Lastly, and chiefly—the possible shatterings of earthquakes. Catastrophes such as those which have damaged Venosa in days past may have played havoc with the water-courses of this place by choking up their old channels. My acquaintance with the habits of Apulian earthquakes, with the science of hydrodynamics and the geological formation of San Gervasio is not sufficiently extensive to allow me to express a mature opinion. I will content myself with presenting to future investigators the plausible theory—plausible because conveniently difficult to refute—that some terrestrial upheaval in past days is responsible for the present state of things.
But these are merely three hypotheses. I proceed to mention three facts which point in the same direction; i.e. that the water used to issue at a higher level. Firstly, there is that significant name “Fontana rotta”—“the broken fountain.” . . . Does not this suggest that its flow may have been interrupted, or intercepted, in former times?
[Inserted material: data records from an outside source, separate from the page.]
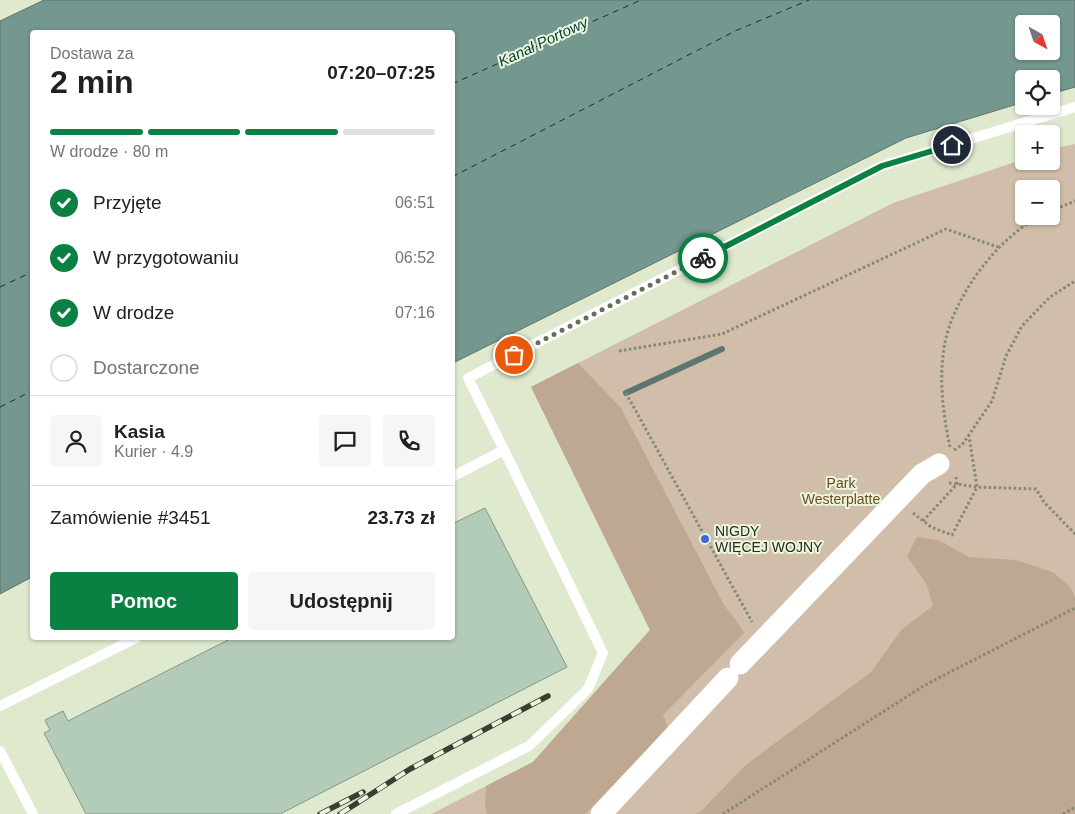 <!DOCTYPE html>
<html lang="pl">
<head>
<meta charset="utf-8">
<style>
	:root { --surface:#fff; --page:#f6f6f6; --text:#202124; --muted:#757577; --line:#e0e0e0; --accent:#0b8043 }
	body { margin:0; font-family:Arial,sans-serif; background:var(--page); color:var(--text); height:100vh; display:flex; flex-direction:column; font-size:19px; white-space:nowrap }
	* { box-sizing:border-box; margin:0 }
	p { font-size:16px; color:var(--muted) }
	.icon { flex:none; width:28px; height:28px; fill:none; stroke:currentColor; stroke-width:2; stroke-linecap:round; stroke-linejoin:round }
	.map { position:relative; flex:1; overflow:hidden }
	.drawer { position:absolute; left:30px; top:30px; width:425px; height:610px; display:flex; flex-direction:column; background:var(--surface); border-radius:5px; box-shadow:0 1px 4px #0004 }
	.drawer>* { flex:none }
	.needle { width:32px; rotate:140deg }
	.controls { position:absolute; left:1015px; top:15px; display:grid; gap:10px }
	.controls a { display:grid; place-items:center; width:45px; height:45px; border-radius:5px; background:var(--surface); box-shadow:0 1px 4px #0004; font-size:25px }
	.pin { position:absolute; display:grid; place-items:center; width:42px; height:42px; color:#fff; margin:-21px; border:2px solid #fff; border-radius:50%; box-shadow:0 1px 5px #0007 }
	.courier { position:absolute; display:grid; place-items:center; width:50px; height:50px; margin:-25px; border:4px solid #0b8043; border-radius:50%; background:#fff; color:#222; box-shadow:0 1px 6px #0007 }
	.head em { font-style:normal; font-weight:700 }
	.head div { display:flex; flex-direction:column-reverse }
	.head { display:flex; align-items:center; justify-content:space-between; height:85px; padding:0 20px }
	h1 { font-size:32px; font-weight:700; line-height:38px }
	.bar { display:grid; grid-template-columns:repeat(4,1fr); gap:8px 5px; align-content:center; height:60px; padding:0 20px }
	.bar i { height:6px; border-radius:4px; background:var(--line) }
	.bar .on { background:var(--accent) }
	.bar p { grid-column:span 4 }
	.line { display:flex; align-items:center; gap:12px; padding:0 20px; border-top:1px solid var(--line) }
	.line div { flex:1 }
	.round { display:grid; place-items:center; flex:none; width:52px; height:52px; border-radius:5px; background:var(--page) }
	ol { padding:0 20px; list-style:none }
	li { display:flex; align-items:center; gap:15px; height:55px }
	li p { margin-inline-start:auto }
	li .icon { padding:5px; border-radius:50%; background:var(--accent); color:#fff; stroke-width:4 }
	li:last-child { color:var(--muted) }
	li i { width:28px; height:28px; border:2px solid var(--line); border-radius:50% }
	.cta { display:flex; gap:10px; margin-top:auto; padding:10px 20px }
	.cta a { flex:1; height:58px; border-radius:5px; background:var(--accent); color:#fff; font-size:20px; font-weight:700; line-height:58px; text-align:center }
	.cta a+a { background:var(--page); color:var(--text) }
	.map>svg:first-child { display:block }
	.green { fill:#d0beab; fill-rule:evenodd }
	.forest { fill:#bea891 }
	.water { fill:#749790; stroke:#5d766e; fill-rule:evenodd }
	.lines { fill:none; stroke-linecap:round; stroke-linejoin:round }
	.stream { stroke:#5d766e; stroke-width:6 }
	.ferry { stroke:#033c35; stroke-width:1; stroke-dasharray:6 5; stroke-linecap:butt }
	.building { fill:#b3cbb9; stroke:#829987 }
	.path { stroke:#828976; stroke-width:3; stroke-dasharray:2.5 2.5; stroke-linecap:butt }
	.lane { stroke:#fff; stroke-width:10 }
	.street { stroke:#fff; stroke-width:21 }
	.rail-casing { stroke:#3a3e32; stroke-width:5.5 }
	.rail { stroke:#ecf6dc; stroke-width:4; stroke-dasharray:11; stroke-linecap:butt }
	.done { stroke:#676d5d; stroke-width:5; stroke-dasharray:0 9 }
	.route { stroke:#0b8043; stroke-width:6 }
	.poi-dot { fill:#3d67d8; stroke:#ecf6dc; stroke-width:2 }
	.labels { text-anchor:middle; stroke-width:4; stroke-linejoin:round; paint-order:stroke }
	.park-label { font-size:14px; fill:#6b4a23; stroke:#ecf6dc }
	.poi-label { font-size:14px; fill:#262a20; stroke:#ecf6dc; text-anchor:start }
	.water-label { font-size:15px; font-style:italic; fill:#033c35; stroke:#ecf6dc }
</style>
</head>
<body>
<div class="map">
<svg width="1075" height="814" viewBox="0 0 1075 814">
	<rect width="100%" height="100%" fill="#dfe9ce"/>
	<path class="green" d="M1075 144V814H431L533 762 650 630 531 387 893 203 1024 159V161H1051V149ZM1024 189H1051V216H1024Z"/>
	<g class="forest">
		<polygon points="578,363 621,408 724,605 735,619 744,633 663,715 668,728 585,814 487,814 485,804 486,786 533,762 650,630 531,387"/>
		<polygon points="917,537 938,540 969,557 1016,560 1038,567 1054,573 1070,587 1075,597 1075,814 696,814 701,811 747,764 871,672 902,629 933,606 927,585 907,556"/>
	</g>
	<path class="water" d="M44 0H1075V87L1051 94V79H1024V102L906 138 453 363 452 32H32V577L0 594V21ZM1024 24H1051V51H1024Z"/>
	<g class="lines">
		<polyline class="stream" points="626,393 722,349"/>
		<g class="ferry">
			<polyline points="452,84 641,0"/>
			<polyline points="452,177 735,31 809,0"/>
			<polyline points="0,287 32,272"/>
			<polyline points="0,407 32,391"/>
		</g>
	</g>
	<polygon class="building" points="485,508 567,667 280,814 86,814 44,733 50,730 45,720 63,711 68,721 232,638 452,638 452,524"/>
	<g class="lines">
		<g class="path">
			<polyline points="1051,211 1075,201"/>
			<polyline points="619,351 722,334 946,229 998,247"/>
			<polyline points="626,393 752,622"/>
			<path d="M950 447C943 414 939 381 944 348 951 300 997 237 1041 216"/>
			<polyline points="954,450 962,445 992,401 1006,356 1022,326 1050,297 1075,281"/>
			<polyline points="949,483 977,487 1036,489 1044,502 1075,534"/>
			<polyline points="913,513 931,527 952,535 977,487 969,436"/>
			<polyline points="923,521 957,484 956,477"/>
			<polyline points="723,814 925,685 1075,608"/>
			<polyline points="1063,814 1075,807"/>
		</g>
		<g class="lane">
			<polyline points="504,450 468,378 882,166 1075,107"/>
			<polyline points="0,706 136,638"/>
			<polyline points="0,751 33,814"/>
			<polyline points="396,814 529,746 588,689 603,653 504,450 452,477"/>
		</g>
		<g class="street">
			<polyline points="740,664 922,474 939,464"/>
			<polyline points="601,814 728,678"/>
		</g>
		<g class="rail-casing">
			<g id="rail">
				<polyline points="320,814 363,792"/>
				<polyline points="340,814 410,769 548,696"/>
			</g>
		</g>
		<use href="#rail" class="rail"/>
	</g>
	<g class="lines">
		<polyline class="done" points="514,355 703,258"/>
		<polyline class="route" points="703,258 882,166 952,145"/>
	</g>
	<circle class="poi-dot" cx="705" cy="539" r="5"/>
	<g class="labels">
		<g class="park-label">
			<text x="841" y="488">Park<tspan x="841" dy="16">Westerplatte</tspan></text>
		</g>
		<g class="poi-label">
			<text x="715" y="536">NIGDY<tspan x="715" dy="16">WIĘCEJ WOJNY</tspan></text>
		</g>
		<g class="water-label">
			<text transform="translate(543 42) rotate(-25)" y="5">Kanał Portowy</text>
		</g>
	</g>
</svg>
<div class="controls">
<a><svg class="needle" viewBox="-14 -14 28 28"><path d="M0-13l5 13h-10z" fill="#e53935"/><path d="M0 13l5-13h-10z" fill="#757577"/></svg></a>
<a><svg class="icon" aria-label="locate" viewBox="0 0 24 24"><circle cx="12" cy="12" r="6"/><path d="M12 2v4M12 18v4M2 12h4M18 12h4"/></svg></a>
<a>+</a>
<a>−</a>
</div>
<div class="pin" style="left:514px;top:355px;background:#ea580c"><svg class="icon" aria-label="bag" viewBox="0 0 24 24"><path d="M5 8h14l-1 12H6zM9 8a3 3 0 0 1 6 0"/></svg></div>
<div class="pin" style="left:952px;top:145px;background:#1f2937"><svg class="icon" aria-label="home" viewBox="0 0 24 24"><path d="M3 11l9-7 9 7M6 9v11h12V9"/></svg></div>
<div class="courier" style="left:703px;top:258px"><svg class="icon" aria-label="bike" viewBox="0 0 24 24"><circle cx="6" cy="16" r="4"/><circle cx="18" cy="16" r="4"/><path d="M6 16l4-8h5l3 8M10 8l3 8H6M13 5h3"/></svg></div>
<section class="drawer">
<div class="head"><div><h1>2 min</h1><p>Dostawa za</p></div><em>07:20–07:25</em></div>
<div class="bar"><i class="on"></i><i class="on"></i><i class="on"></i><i></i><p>W drodze · 80 m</p></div>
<ol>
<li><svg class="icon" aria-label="check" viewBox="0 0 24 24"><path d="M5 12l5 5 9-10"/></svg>Przyjęte<p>06:51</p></li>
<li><svg class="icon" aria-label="check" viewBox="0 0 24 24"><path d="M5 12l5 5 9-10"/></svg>W przygotowaniu<p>06:52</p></li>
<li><svg class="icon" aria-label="check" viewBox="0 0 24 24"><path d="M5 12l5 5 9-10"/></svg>W drodze<p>07:16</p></li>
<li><i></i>Dostarczone</li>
</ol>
<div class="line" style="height:90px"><a class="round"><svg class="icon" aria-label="person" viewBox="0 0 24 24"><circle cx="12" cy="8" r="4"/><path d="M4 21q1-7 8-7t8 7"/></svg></a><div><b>Kasia</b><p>Kurier · 4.9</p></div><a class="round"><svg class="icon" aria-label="chat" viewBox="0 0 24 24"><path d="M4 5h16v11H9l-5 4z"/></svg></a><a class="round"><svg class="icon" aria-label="phone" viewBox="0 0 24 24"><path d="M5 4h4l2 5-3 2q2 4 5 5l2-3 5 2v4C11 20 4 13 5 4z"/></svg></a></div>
<div class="line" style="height:65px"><div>Zamówienie #3451</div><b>23.73 zł</b></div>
<div class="cta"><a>Pomoc</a><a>Udostępnij</a></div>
</section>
</div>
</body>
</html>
Next, if you climb up from this “Fontana rotta” to the village by the footpath, you will observe, on your right hand as you ascend the slope, at about a hundred yards below the Church of Saint Anthony, an old well standing in a field of corn and shaded by three walnuts and an oak. This well is still running, and was described to me as “molto antico.” Therefore an underground stream—in diminished volume, no doubt—still descends from the heights.
Thirdly, in the village you will notice an alley leading out of the Corso Manfredi (one rejoices to find the name of Manfred surviving in these lands)—an alley which is entitled “Vico Sirene.” The name arrests your attention, for what have the Sirens to do in these inland regions? Nothing whatever, unless they existed as ornamental statuary: statuary such as frequently gives names to streets in Italy, witness the “Street of the Faun” in Ouida’s novel, or that of the “Giant” in Naples (which has now been re-christened). It strikes me as a humble but quite scholarly speculation to infer that, the chief decorative uses of Sirens being that of fountain deities, this obscure roadway keeps alive the tradition of the old “Fontana Grande”—ornamented, we may suppose, with marble Sirens—whose site is now forgotten, and whose very name has faded from the memory of the countryfolk.
What, then, does my ramble of two hours at San Gervasio amount to? It shows that there is a possibility, at least, of a now vanished fountain having existed on the heights where it might fulfil more accurately the conditions of Horace’s ode. If Ughelli’s church “at the Bandusian Fount” stood on this eminence—well, I shall be glad to corroborate, for once in the way, old Ughelli, whose book contains a deal of dire nonsense. And if the Abbe Chaupy’s suggestion that the village lay at the foot of the hill should ever prove to be wrong—well, his amiable ghost may be pleased to think that even this does not necessitate the sacrifice of his Venosa theory in favour of that of the scholiast Akron; there is still a way out of the difficulty.
But whether this at San Gervasio is the actual fountain hymned by Horace—ah, that is quite another affair! Few poets, to be sure, have clung more tenaciously to the memories of their childhood than did he and Virgil. And yet, the whole scene may be a figment of his imagination—the very word Bandusia may have been coined by him. Who can tell? Then there is the Digentia hypothesis. I know it, I know it! I have read some of its defenders, and consider (entre nous) that they have made out a pretty strong case. But I am not in the mood for discussing their proposition—not just now.
Here at San Gervasio I prefer to think only of the Roman singer, so sanely jovial, and of these waters as they flowed, limpid and cool, in the days when they fired his boyish fancy. Deliberately I refuse to hear the charmer Boissier. Deliberately, moreover, I shut my eyes to the present condition of affairs; to the herd of squabbling laundresses and those other incongruities that spoil the antique scene. Why not? The timid alone are scared by microscopic discords of time and place. The sage can invest this prosaic water-trough with all its pristine dignity and romance by an unfailing expedient. He closes an eye. It is an art he learns early in life; a simple art, and one that greatly conduces to happiness. The ever alert, the conscientiously wakeful—how many fine things they fail to see! Horace knew the wisdom of being genially unwise; of closing betimes an eye, or an ear; or both. Desipere in loco. . . .
VIII
TILLERS OF THE SOIL
I remember watching an old man stubbornly digging a field by himself. He toiled through the flaming hours, and what he lacked in strength was made up in the craftiness, malizia, born of long love of the soil. The ground was baked hard; but there was still a chance of rain, and the peasants were anxious not to miss it. Knowing this kind of labour, I looked on from my vine-wreathed arbour with admiration, but without envy.